What you will do.
Output only the lines of the entries that follow, starting at the one with "ring dip: (282, 403)" and running down to the one with "index tip: (477, 416)", both included and unchanged.

>>>>>

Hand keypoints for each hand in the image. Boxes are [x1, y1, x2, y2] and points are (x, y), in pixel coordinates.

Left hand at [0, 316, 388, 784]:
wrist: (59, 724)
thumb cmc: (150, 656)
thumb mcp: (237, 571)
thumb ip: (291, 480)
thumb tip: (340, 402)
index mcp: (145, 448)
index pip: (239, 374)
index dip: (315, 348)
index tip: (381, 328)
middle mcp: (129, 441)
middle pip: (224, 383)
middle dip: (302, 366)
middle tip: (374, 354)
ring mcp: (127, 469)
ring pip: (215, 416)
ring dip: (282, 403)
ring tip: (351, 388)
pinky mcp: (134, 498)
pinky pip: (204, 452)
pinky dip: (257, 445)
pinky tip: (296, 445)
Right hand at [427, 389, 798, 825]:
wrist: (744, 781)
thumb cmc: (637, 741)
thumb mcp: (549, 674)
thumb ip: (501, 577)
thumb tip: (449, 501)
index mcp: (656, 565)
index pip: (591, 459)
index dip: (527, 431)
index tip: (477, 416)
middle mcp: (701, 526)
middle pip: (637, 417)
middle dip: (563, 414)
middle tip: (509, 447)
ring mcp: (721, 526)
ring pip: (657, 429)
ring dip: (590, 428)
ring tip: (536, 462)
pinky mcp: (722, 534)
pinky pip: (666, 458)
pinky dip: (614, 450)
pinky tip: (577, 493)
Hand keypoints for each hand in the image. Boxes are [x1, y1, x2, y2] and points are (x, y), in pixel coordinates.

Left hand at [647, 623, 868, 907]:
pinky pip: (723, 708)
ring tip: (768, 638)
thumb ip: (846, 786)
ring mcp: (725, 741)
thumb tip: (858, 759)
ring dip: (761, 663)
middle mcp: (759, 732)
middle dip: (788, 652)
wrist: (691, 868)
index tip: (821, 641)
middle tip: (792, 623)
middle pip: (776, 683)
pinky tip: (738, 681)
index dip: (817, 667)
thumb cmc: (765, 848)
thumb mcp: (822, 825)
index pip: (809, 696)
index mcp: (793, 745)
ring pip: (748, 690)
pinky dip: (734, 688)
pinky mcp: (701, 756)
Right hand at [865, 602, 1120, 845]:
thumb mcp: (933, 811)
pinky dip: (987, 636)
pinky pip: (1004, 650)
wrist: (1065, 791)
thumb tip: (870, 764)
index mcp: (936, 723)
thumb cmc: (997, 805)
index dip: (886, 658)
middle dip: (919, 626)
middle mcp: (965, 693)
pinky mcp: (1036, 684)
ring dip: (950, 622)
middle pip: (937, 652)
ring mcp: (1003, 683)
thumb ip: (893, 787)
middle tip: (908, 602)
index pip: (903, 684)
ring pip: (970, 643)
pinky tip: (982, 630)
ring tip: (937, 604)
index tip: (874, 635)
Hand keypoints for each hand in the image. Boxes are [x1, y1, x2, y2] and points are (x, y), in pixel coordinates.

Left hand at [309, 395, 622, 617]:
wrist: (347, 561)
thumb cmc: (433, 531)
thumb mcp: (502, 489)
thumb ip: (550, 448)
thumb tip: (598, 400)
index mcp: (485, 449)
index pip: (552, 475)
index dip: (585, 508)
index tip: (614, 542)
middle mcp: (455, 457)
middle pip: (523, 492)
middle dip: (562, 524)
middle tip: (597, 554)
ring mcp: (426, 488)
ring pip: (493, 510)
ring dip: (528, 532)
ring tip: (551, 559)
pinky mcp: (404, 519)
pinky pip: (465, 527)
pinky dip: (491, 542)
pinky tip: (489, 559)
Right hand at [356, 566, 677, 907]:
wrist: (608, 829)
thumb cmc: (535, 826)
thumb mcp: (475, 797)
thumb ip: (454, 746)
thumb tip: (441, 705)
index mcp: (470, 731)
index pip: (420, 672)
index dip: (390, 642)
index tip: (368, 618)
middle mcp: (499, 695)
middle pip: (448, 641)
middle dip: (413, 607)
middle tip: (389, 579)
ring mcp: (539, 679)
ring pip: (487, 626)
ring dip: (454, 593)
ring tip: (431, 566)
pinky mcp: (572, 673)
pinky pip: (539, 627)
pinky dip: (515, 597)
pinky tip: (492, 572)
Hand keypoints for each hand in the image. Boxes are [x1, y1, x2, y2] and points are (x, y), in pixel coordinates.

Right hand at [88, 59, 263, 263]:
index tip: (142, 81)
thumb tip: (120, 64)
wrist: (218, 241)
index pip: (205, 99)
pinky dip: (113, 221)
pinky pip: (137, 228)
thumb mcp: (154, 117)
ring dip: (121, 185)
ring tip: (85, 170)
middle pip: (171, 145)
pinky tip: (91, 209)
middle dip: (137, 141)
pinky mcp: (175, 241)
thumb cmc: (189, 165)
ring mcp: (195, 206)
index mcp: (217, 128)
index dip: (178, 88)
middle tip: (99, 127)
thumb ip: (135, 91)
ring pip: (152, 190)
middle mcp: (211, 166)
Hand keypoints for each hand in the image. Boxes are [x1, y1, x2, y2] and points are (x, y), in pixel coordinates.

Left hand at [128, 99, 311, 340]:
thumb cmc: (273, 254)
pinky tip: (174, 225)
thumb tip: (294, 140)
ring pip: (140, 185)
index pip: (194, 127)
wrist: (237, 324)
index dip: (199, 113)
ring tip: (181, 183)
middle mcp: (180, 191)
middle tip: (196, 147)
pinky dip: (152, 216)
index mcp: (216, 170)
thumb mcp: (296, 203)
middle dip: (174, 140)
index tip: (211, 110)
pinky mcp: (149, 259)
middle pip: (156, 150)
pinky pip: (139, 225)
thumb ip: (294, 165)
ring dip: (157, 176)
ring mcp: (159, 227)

<<<<<

Output of the exercise.
ring dip: (282, 403)
ring tip: (351, 388)
pinky mcp: (134, 498)
pinky pip: (204, 452)
pinky dip: (257, 445)
pinky tip: (296, 445)
Right hand at [427, 389, 798, 825]:
wrist: (744, 781)
thumb cmc: (637, 741)
thumb mcp: (549, 674)
thumb ip: (501, 577)
thumb tip: (449, 501)
index mcp: (656, 565)
index pip: (591, 459)
index dip: (527, 431)
index tip: (477, 416)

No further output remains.